In basic terms, SLAM is like having GPS indoors – you can be oriented or your position can be known without GPS satellites, survey control points, total stations or WiFi. Although the technology primarily relies on software, it also requires the right hardware to collect enough of the right types of digital data for the software to analyze and stitch together. The more redundant the data, the more accurate it is. This can be achieved by collecting data from the same position and by collecting other positioning data from devices such as inertial measurement units (IMUs). With indoor mapping, there are lots of opportunities to “close the loop” to create more accurate data.  For example, when you enter a room, you have to cross the very same place the exit the room. This simple process helps to achieve accuracy. This process of “closing a loop” or double passes” also helps to mitigate “drift” or inaccuracies in data over time.
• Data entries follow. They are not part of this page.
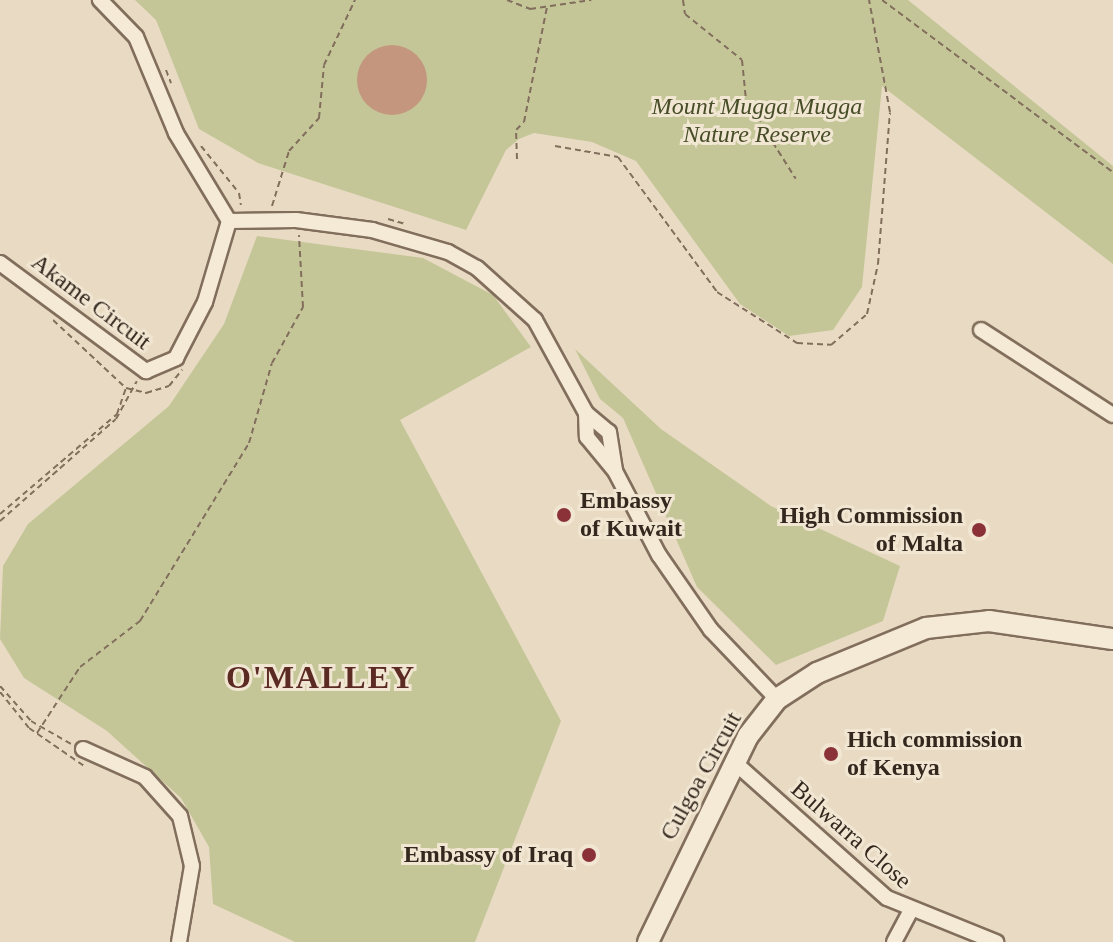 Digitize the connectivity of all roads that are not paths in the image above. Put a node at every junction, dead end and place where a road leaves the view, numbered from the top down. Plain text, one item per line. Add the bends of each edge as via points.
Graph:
1 (100, 0) edge
2 (229, 221) junction
3 (0, 263) edge
4 (981, 330) dead end
5 (586, 413) junction
6 (1113, 415) edge
7 (615, 471) junction
8 (1113, 639) edge
9 (777, 699) junction
10 (83, 749) road end
11 (733, 761) junction
12 (910, 912) junction
13 (179, 942) edge
14 (648, 942) edge
15 (894, 942) edge
16 (996, 942) edge

1 - 2 street via 136,37 176,133
2 - 3 street, Akame Circuit via 205,302 176,358 159,370 142,370
2 - 5 street via 270,213 401,238 477,268 535,320
4 - 6 street
5 - 7 street via 587,437
5 - 7 street via 609,432
7 - 9 street via 659,555 711,630
8 - 9 street, Culgoa Circuit via 989,621 926,628 850,653
9 - 11 street, Culgoa Circuit
10 - 13 street via 145,777 180,816 192,866
11 - 12 street, Bulwarra Close
11 - 14 street, Culgoa Circuit
12 - 15 street
12 - 16 street, Bulwarra Close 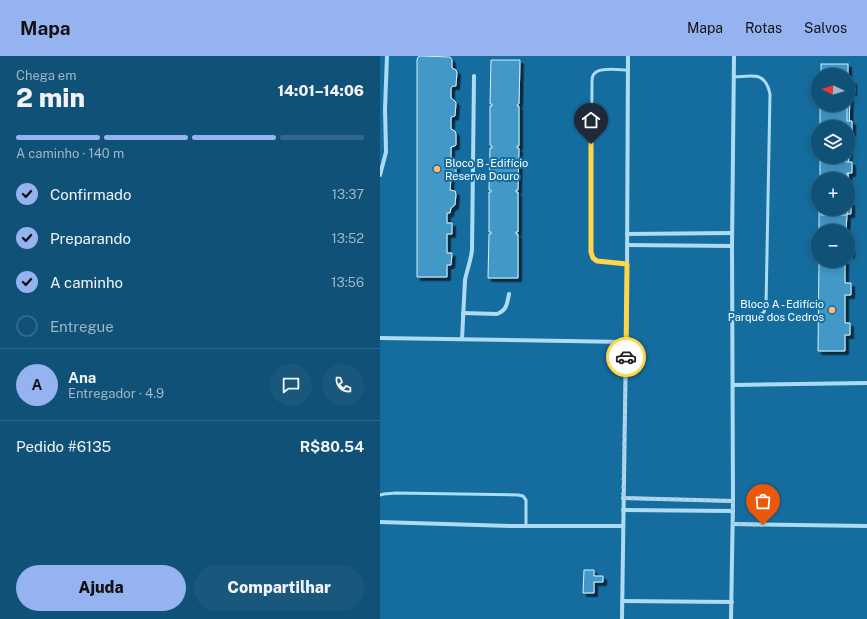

So now let’s imagine that SLAM technology would make it possible to bring true registration-less mobile scanning and photo documentation to building construction with unprecedented accuracy. How would that affect the construction process?

Let’s take it a step further. What if SLAM technology:

  • Could be integrated into a scanning process to eliminate point cloud registration (stitching together of point clouds)?
  • Could be integrated into drones so they could fly inside buildings and collect data?
  • Could be integrated with total station so reorienting (resecting) was no longer needed?
  • Could be used on construction equipment to monitor locations inside and outside the building?

When these capabilities exist, they will revolutionize building construction by dramatically improving the way field data is collected and processed. How close are we to seeing these changes take place? This is just one of the many topics we will address at HxGN LIVE 2015 in Las Vegas. Join us to learn more, and share your comments below.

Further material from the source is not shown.